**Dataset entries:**
════

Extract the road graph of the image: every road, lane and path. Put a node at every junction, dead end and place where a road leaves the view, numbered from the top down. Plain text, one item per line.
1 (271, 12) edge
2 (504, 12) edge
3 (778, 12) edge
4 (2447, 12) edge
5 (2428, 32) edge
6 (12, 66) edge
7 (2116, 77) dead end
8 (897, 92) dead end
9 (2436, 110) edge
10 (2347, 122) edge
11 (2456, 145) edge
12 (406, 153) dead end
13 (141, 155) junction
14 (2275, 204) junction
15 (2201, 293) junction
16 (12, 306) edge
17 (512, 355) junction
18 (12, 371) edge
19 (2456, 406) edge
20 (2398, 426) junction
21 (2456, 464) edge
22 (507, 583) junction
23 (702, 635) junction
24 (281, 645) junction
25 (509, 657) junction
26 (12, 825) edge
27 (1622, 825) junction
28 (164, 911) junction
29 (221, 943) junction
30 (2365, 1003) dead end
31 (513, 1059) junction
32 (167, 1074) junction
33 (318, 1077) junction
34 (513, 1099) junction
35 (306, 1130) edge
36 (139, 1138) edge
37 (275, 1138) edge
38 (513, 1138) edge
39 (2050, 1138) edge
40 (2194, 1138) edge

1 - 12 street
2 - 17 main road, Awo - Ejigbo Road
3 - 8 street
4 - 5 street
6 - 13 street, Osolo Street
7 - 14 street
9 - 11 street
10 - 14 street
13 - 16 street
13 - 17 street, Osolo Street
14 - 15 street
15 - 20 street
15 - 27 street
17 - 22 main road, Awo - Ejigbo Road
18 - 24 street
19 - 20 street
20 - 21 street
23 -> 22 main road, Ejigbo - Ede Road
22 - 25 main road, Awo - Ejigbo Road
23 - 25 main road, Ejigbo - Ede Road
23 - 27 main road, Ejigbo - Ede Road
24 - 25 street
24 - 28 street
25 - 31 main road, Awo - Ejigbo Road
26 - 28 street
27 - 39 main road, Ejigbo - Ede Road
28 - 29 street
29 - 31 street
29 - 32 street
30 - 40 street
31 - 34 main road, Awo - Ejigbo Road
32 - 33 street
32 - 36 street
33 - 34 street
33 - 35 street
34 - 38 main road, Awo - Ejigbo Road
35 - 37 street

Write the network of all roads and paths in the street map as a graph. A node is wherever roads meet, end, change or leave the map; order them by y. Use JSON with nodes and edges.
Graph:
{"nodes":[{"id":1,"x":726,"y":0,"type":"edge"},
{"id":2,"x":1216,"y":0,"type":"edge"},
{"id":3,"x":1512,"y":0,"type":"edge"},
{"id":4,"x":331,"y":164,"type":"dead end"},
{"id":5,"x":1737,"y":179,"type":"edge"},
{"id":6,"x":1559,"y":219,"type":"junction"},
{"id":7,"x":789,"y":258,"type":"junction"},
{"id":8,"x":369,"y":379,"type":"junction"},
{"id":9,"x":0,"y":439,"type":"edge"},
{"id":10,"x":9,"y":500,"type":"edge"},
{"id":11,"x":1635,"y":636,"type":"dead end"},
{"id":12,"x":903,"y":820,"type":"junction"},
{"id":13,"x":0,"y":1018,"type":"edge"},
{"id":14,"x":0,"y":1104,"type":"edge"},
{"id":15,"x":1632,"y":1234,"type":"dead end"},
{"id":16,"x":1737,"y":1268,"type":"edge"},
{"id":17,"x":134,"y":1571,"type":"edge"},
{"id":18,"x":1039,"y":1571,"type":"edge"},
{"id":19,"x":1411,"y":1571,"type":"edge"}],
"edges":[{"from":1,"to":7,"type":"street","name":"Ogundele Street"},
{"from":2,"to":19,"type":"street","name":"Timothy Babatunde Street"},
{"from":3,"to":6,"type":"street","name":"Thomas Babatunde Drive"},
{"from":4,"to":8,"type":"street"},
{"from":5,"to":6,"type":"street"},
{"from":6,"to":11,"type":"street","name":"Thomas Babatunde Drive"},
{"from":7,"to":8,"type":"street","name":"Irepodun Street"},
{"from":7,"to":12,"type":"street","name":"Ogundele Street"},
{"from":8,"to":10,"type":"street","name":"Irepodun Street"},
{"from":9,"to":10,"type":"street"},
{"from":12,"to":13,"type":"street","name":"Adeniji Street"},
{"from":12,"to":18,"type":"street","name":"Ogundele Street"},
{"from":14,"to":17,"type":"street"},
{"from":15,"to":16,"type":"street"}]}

════

If a line in the records contains the string "Irepodun", copy it out.

{"from":7,"to":8,"type":"street","name":"Irepodun Street"},
{"from":8,"to":10,"type":"street","name":"Irepodun Street"},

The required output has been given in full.